Y sin embargo, al caer la noche, salió Felipe a la capilla con paso aligerado; en años no se había sentido tan joven; latía su pecho, pulsaban sus brazos, aclarábase su mente; mas la capilla llenábase de sombras, como si se invirtiese la ecuación entre el recobrado vigor de Felipe y la eternidad de la piedra levantada para soportar el peso de los siglos: luminosa mirada del Señor, anuncios de muerte en las sombras crecientes del sagrado recinto. Se detuvo. Miró hacia el altar. Un joven envuelto en una capa de suntuosos brocados escudriñaba el cuadro de Orvieto; a su lado, un zafio peón de la obra le importunaba, con una carta en la mano. El Señor, protegido por la sombra, se acercó, ocultóse detrás de una pilastra y escuchó.

—Aunque soy Catilinón, soy, mi señor Don Juan, hombre de bien y fidelísimo servidor vuestro…

—¿Quién te ha dado tal manda?, dijo el joven que miraba intensamente el cuadro.

—Nadie, sino que os la pido, que calva pintan la ocasión y aunque he sudado el hopo, tan buen pan hacen aquí como en Francia y ¡tomo mi purga!, sino que hasta las forjas y tejares de esta obra ha llegado vuestra justa fama, llevada por la Azucena y la Lolilla, y al saberlo me dije, Catilinón, ese noble Don Juan necesita criado que le sirva, advierta, averigüe, a él se adelante para abrir brecha, a él se retrase para cubrir la fuga, catalogue sus amores y hazañas, le suplante si necesario y, con fortuna, de sus sobras goce, que cuando me dan la vaquilla, corro con la soguilla y en los nidos de antaño no hay pájaros hogaño.

—Huélesme a ruin, y a aventurero. Pues las aventuras del noble señor son hazañas, pero las del villano pecados.

—Ay, mi señor Don Juan, que ambos a la muerte vamos.

—¿Tan largo me lo fiáis?

Don Juan volvió a mirarse con fascinación en el rostro del Cristo apartado en una esquina del lienzo: se miró a sí mismo; miró su rostro; el Señor miró la mirada viva de Don Juan, la mirada muerta del Cristo: reconoció el rostro del peregrino del nuevo mundo: Don Juan se volvió hacia el picaro:

—Sé sincero; ¿por qué a mí te acercas?

—Rumores de motín escucho en la obra, y no quiero estar entre los pordioseros, que batalla de pobres es promesa de cárcel, y buscando galardón, encuentra baldón el miserable.

—¿Qué se prepara, pues?

—La gran babilón de las Españas.

—¿Quiénes son los actores?

—Gente de adentro y gente de afuera.

—¿Afuera?

—El descontento de los obreros; el rencor de los humillados; la venganza de los desposeídos; mucha judería embozada; mucho hereje que llegó disfrazado de monje entre las procesiones fúnebres; mucho enaltecido mercader y doctor de los burgos que conspira y se arma contra los tributos, la desaparición de justicias y el nuevo poder de la Santa Inquisición…

—¿Y adentro?

—Guzmán que va y viene, nos azuza, nos espanta, nos promete gobierno de hombres libres y nos amenaza con reinado de locos y enanas; y ese viejo usurero, el Comendador de Calatrava, que escribe cartas a sus cofrades de otras tierras: mirad, dije que tenía prima en Génova, casada con marinero que guía su varinel entre las dos costas, las de acá y las de allá, Guzmán puso en mis manos esta carta, para que la hiciera llegar a las Italias, a asentista de nombre Colombo. Pagóme treinta maravedíes, ¡el precio de una libra de carnero capón!, para hacerlo; la abrí, la leí, os la entrego: prueba es de culpable intriga contra el Señor, que bien podría darnos por ella el capón entero.

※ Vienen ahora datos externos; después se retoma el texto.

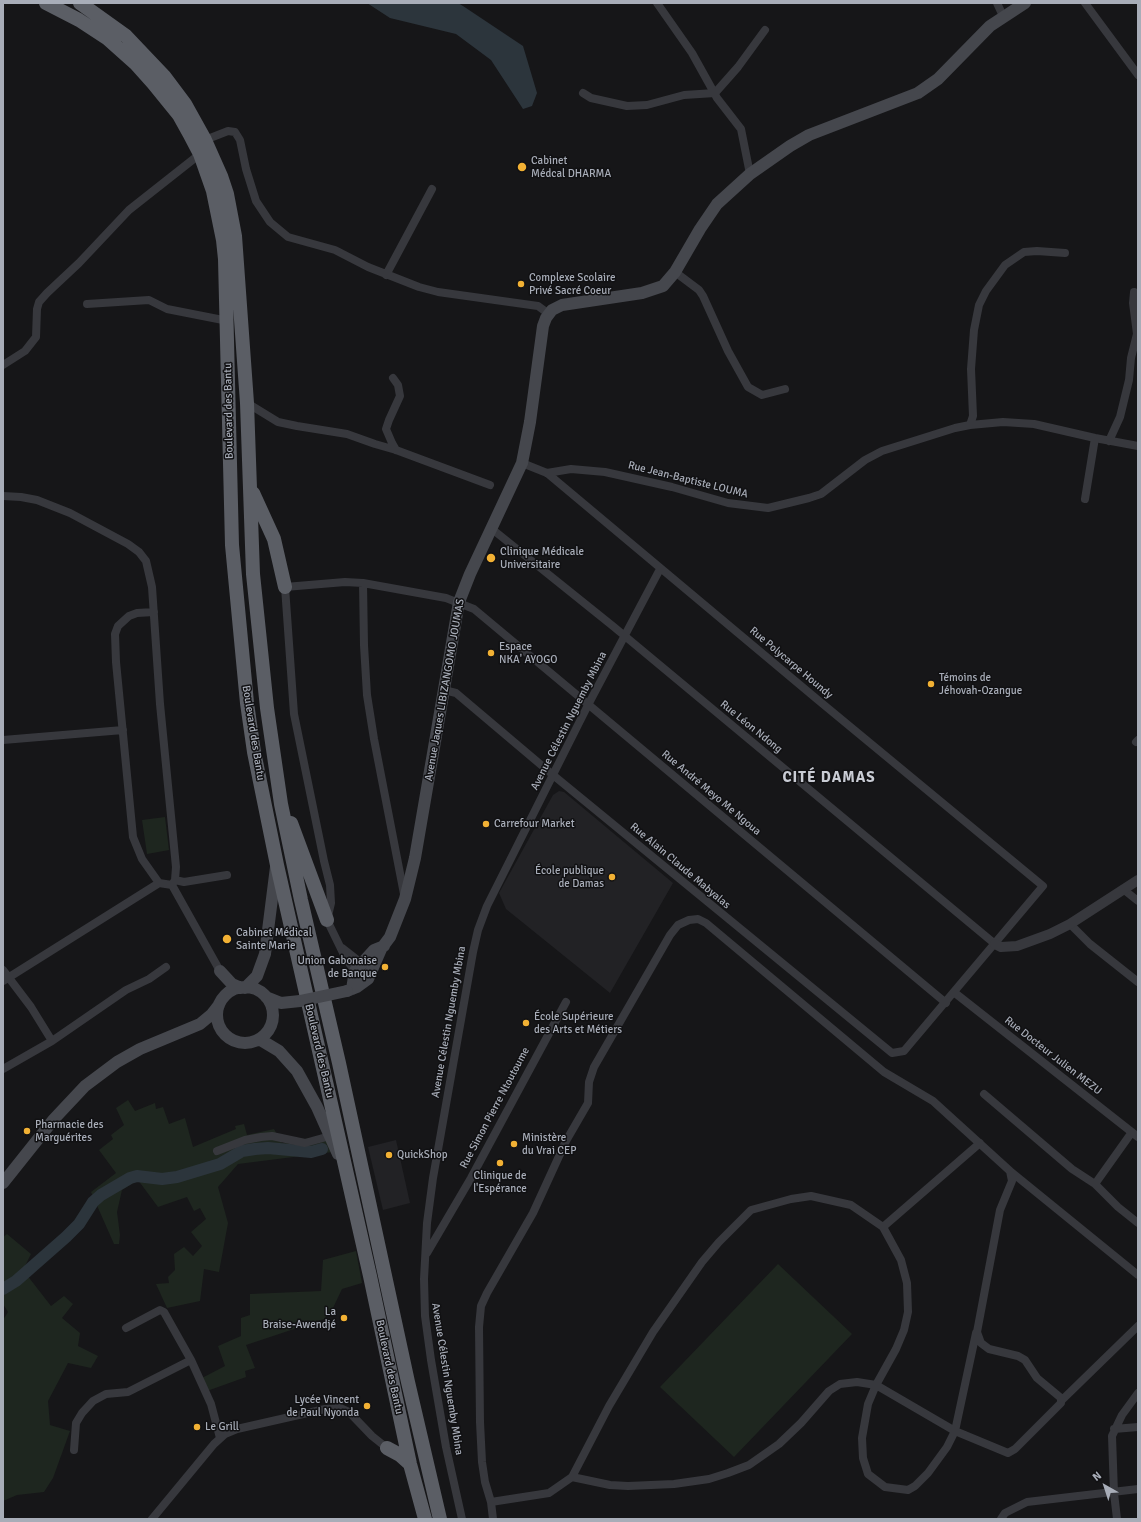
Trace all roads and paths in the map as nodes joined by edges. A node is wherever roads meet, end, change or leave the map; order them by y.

—¿Y qué te hace pensar, belitre, que yo soy parcial del Señor?

—Nada, señor caballero Don Juan, nada; pienso sólo en vos al entregárosla; ¡válgame la Cananea, y qué salado está el mar!; todo en mal estado está, y si es corta la mayor vida y hay tras la muerte infierno, prefiero vivir la vida con vos, Don Juan, que siendo peor que ellos me defenderás por igual de perro rabioso, turco, hereje o fantasma, y cuando nos vayamos al diablo al diablo mismo habéis de vencer: ved así cómo, a pesar de todo, he de seros fiel, pues mi temor hará lugar al celo, pondrá riendas a mis sentimientos y me obligará a aplaudir lo que mi alma podría odiar. Buen carnaval viviré con vos, y buen agosto para rellenar la arquilla, pues veo que entre los pobres sólo cosecharé duelos, y con el Señor don Felipe, burlas, que ya corren las letrillas chocarreras que así lo cantan:

Cierto príncipe fantástico,

con pretensión de filípico,

de parte de madre, cómico,

y de sus embustes, químico.

Díganlo, díganlo,

díganlo y cántenlo,

chulos y picaros.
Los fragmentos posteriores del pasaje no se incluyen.